Though Graham was originally recruited as a professor in Engineering, he had a specialist interest in architectures for high-performance computing and appreciated the importance of taking the science of computing and its implications for computing education seriously; he found Computer Science to be a more congenial environment in that respect. Throughout his tenure as Chair, which spanned two decades, he not only encouraged all academics to develop and champion computing as a broad independent discipline but also helped to establish the appropriate culture and infrastructure needed to address this objective. His vision embraced both the creation of a new purpose-built building with enhanced facilities for research and innovations in practices for teaching and administration (including joint undergraduate degrees with Engineering and with Business Studies) that enabled the department to act with a greater degree of autonomy and influence than a relatively small department might typically command. 
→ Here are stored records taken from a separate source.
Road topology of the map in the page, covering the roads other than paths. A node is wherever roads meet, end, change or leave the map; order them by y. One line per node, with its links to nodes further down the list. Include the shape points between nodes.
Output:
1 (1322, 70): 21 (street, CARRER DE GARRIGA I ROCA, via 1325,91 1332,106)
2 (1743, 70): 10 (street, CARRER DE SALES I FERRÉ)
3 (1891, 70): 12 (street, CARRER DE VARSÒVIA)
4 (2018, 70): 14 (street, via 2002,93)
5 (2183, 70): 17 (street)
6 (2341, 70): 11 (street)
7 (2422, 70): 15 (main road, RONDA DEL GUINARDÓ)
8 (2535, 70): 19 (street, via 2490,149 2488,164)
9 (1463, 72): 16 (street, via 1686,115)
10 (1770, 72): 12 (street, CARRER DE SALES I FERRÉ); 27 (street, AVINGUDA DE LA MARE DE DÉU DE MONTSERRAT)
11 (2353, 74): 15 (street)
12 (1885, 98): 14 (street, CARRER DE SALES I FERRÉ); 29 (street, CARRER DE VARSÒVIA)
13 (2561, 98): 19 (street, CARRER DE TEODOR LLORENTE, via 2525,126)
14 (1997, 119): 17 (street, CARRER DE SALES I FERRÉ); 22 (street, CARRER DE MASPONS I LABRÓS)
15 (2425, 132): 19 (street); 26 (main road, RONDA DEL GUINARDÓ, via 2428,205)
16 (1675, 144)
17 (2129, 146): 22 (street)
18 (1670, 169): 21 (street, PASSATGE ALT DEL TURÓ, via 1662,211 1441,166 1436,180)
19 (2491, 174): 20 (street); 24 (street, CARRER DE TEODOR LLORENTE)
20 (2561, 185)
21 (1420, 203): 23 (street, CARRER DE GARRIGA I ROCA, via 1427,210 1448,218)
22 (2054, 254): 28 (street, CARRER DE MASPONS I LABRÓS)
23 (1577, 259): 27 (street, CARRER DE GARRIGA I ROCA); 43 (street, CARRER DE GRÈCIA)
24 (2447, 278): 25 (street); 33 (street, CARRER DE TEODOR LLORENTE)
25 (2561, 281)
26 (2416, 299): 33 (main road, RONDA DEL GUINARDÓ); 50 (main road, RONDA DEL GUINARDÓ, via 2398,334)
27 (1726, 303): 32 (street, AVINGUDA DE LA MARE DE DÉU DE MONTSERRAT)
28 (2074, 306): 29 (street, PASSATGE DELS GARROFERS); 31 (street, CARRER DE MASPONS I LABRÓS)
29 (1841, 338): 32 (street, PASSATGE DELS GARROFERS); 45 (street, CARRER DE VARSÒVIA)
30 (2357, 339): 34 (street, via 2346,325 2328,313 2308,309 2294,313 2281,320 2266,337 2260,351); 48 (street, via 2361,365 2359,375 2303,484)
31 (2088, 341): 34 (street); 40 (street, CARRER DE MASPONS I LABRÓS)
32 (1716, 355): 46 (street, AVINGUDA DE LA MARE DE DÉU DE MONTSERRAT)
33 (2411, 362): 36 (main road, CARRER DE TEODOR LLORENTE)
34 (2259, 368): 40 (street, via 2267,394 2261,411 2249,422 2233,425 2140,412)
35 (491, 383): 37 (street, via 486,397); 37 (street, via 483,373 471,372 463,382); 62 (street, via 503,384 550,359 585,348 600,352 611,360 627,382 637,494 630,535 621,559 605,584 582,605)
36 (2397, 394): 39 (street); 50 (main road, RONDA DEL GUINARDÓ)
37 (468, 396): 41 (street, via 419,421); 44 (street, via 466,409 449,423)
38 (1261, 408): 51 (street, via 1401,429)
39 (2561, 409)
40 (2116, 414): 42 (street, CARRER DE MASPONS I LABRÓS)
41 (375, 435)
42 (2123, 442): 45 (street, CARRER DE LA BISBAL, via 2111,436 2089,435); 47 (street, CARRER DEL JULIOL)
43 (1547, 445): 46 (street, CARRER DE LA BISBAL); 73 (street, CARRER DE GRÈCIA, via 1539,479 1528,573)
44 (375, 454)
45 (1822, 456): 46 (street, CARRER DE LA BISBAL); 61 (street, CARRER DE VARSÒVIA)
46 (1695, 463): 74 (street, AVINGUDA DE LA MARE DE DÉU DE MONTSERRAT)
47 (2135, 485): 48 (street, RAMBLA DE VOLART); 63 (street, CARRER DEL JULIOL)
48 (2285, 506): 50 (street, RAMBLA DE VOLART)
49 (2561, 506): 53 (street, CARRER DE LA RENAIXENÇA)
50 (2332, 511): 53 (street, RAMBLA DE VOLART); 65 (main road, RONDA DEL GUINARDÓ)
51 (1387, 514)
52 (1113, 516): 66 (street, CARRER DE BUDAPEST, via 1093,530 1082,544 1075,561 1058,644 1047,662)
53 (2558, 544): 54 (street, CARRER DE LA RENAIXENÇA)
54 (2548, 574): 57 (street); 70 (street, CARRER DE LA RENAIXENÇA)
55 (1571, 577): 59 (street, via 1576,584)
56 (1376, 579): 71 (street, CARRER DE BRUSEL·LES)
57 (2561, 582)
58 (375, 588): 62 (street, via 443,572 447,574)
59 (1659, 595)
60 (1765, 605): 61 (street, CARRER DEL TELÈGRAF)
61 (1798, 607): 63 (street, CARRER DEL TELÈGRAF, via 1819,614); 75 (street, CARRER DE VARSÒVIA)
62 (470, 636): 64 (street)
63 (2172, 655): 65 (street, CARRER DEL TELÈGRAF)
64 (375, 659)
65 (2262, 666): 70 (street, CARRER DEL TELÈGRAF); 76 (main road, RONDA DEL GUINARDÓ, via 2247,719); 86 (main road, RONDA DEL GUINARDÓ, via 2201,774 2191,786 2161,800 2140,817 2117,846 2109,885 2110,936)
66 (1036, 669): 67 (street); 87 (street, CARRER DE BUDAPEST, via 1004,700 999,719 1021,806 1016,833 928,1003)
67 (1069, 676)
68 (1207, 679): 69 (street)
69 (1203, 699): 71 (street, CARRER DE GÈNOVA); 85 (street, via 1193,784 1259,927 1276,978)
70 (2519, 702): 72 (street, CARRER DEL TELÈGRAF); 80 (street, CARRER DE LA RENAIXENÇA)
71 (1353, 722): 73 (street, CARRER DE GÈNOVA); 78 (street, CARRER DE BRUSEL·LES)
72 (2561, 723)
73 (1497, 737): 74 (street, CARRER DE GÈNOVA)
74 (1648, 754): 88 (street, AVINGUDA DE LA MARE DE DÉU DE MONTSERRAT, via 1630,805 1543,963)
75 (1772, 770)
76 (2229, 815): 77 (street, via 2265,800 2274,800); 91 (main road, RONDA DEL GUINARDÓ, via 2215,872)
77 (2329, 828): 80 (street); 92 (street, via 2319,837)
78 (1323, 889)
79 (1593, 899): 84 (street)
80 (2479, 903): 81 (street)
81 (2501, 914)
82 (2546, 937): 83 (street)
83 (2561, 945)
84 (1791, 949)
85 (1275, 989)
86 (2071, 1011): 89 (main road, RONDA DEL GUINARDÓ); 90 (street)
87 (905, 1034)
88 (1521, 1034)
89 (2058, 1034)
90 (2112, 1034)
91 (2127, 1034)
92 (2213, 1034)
In his chairing role, he inevitably had to contend with internal controversy over policy and at the same time defend the department from sometimes unwelcome intervention by external agencies in the university. His long period of office is itself a testimony to his personal qualities and skills in leadership, management and diplomacy. The fact that he had come from a major US company at the forefront of technology gave him a holistic view of computing as a complex practice and discipline with both theoretical and empirical roots. This made him naturally wary of aspirations to make 'world-class' contributions to computing whilst working in isolation within academia - a pretension that, when appropriate, he would memorably parody with his mischievous sense of humour. He encouraged academics to build teams and to cooperate with industrial partners, setting an example in this respect that had an important positive impact on the research culture in the department; this not only benefited staff in their career development but also led to much richer engagement with the many exceptionally gifted computer science undergraduates, attracted during his period of leadership, who could contribute to research through projects that often drew them into postgraduate studies.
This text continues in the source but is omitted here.